PROBLEM TO WORK ON: From the line with "thumb cmc: (516, 190)" to the final line of the records, reproduce every line exactly and only those lines.

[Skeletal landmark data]
•••
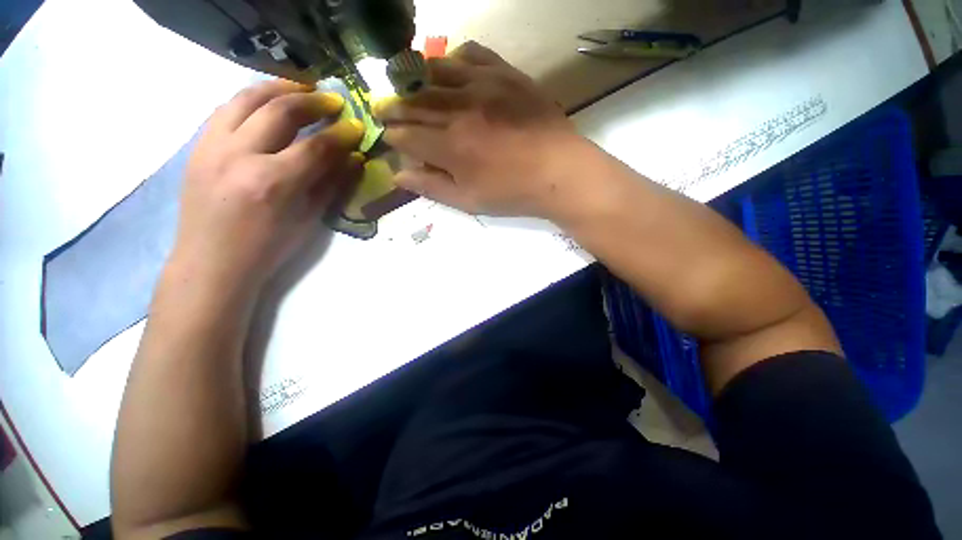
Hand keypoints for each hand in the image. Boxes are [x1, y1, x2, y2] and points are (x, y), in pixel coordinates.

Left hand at [169, 80, 364, 291]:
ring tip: (299, 90)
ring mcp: (213, 149)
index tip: (354, 126)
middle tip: (330, 103)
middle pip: (282, 108)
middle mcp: (239, 157)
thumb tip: (351, 152)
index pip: (315, 145)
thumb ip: (329, 184)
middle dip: (314, 101)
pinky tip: (264, 105)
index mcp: (269, 185)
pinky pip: (226, 109)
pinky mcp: (198, 149)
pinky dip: (250, 101)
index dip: (341, 133)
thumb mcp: (302, 226)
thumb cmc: (258, 255)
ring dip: (280, 87)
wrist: (207, 270)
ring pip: (250, 96)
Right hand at [375, 41, 589, 219]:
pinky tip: (453, 67)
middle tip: (384, 106)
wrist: (563, 169)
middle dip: (393, 105)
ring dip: (416, 78)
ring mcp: (483, 85)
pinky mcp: (505, 72)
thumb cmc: (516, 190)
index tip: (391, 137)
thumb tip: (396, 175)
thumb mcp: (469, 201)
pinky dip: (456, 56)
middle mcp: (460, 110)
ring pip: (435, 71)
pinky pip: (473, 52)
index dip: (392, 136)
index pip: (404, 134)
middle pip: (412, 101)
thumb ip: (429, 186)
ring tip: (412, 84)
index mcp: (450, 146)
•••
ANSWER SECTION:
thumb cmc: (516, 190)
index tip: (391, 137)
thumb tip: (396, 175)
thumb mcp: (469, 201)
pinky dip: (456, 56)
middle mcp: (460, 110)
ring pip: (435, 71)
pinky pip: (473, 52)
index dip: (392, 136)
index pip: (404, 134)
middle pip: (412, 101)
thumb ip: (429, 186)
ring tip: (412, 84)
index mcp: (450, 146)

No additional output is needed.